[SOURCE MATERIAL — start]

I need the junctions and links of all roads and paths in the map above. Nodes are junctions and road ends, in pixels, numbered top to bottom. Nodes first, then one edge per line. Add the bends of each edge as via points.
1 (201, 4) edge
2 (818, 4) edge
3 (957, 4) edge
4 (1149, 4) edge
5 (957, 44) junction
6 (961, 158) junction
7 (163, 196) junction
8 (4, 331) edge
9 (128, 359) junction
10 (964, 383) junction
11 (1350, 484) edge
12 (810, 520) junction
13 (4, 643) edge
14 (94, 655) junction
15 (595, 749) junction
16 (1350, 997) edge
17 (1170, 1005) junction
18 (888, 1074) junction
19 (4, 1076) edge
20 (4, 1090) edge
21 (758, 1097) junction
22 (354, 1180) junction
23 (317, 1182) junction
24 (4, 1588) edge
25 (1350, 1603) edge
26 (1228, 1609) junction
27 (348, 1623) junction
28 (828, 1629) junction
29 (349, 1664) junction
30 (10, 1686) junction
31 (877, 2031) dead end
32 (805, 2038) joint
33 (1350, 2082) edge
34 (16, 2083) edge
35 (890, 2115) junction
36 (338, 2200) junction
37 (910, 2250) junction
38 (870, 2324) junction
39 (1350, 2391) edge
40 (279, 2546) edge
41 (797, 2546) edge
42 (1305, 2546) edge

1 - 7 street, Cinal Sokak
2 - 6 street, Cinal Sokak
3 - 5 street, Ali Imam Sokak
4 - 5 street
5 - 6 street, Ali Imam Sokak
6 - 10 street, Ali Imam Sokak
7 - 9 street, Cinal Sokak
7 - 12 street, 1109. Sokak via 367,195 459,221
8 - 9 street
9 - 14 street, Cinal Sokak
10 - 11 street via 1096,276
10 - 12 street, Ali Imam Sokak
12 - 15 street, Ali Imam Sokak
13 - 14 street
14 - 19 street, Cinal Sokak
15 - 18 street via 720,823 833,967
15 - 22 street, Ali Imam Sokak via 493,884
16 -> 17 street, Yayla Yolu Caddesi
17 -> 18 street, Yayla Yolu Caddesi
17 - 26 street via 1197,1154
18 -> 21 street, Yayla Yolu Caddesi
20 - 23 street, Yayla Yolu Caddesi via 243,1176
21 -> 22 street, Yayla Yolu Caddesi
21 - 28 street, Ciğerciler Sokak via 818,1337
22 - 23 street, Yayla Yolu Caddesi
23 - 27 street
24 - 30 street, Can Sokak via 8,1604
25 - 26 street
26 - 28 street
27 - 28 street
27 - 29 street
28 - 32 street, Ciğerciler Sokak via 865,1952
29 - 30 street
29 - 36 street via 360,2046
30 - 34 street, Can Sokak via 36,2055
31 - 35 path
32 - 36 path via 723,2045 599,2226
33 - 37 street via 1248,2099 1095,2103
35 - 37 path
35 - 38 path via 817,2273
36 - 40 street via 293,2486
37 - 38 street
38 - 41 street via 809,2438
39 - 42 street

[SOURCE MATERIAL — finish]

Reproduce the entries above in full, exactly as they read.

### REPLY
I need the junctions and links of all roads and paths in the map above. Nodes are junctions and road ends, in pixels, numbered top to bottom. Nodes first, then one edge per line. Add the bends of each edge as via points.
1 (201, 4) edge
2 (818, 4) edge
3 (957, 4) edge
4 (1149, 4) edge
5 (957, 44) junction
6 (961, 158) junction
7 (163, 196) junction
8 (4, 331) edge
9 (128, 359) junction
10 (964, 383) junction
11 (1350, 484) edge
12 (810, 520) junction
13 (4, 643) edge
14 (94, 655) junction
15 (595, 749) junction
16 (1350, 997) edge
17 (1170, 1005) junction
18 (888, 1074) junction
19 (4, 1076) edge
20 (4, 1090) edge
21 (758, 1097) junction
22 (354, 1180) junction
23 (317, 1182) junction
24 (4, 1588) edge
25 (1350, 1603) edge
26 (1228, 1609) junction
27 (348, 1623) junction
28 (828, 1629) junction
29 (349, 1664) junction
30 (10, 1686) junction
31 (877, 2031) dead end
32 (805, 2038) joint
33 (1350, 2082) edge
34 (16, 2083) edge
35 (890, 2115) junction
36 (338, 2200) junction
37 (910, 2250) junction
38 (870, 2324) junction
39 (1350, 2391) edge
40 (279, 2546) edge
41 (797, 2546) edge
42 (1305, 2546) edge

1 - 7 street, Cinal Sokak
2 - 6 street, Cinal Sokak
3 - 5 street, Ali Imam Sokak
4 - 5 street
5 - 6 street, Ali Imam Sokak
6 - 10 street, Ali Imam Sokak
7 - 9 street, Cinal Sokak
7 - 12 street, 1109. Sokak via 367,195 459,221
8 - 9 street
9 - 14 street, Cinal Sokak
10 - 11 street via 1096,276
10 - 12 street, Ali Imam Sokak
12 - 15 street, Ali Imam Sokak
13 - 14 street
14 - 19 street, Cinal Sokak
15 - 18 street via 720,823 833,967
15 - 22 street, Ali Imam Sokak via 493,884
16 -> 17 street, Yayla Yolu Caddesi
17 -> 18 street, Yayla Yolu Caddesi
17 - 26 street via 1197,1154
18 -> 21 street, Yayla Yolu Caddesi
20 - 23 street, Yayla Yolu Caddesi via 243,1176
21 -> 22 street, Yayla Yolu Caddesi
21 - 28 street, Ciğerciler Sokak via 818,1337
22 - 23 street, Yayla Yolu Caddesi
23 - 27 street
24 - 30 street, Can Sokak via 8,1604
25 - 26 street
26 - 28 street
27 - 28 street
27 - 29 street
28 - 32 street, Ciğerciler Sokak via 865,1952
29 - 30 street
29 - 36 street via 360,2046
30 - 34 street, Can Sokak via 36,2055
31 - 35 path
32 - 36 path via 723,2045 599,2226
33 - 37 street via 1248,2099 1095,2103
35 - 37 path
35 - 38 path via 817,2273
36 - 40 street via 293,2486
37 - 38 street
38 - 41 street via 809,2438
39 - 42 street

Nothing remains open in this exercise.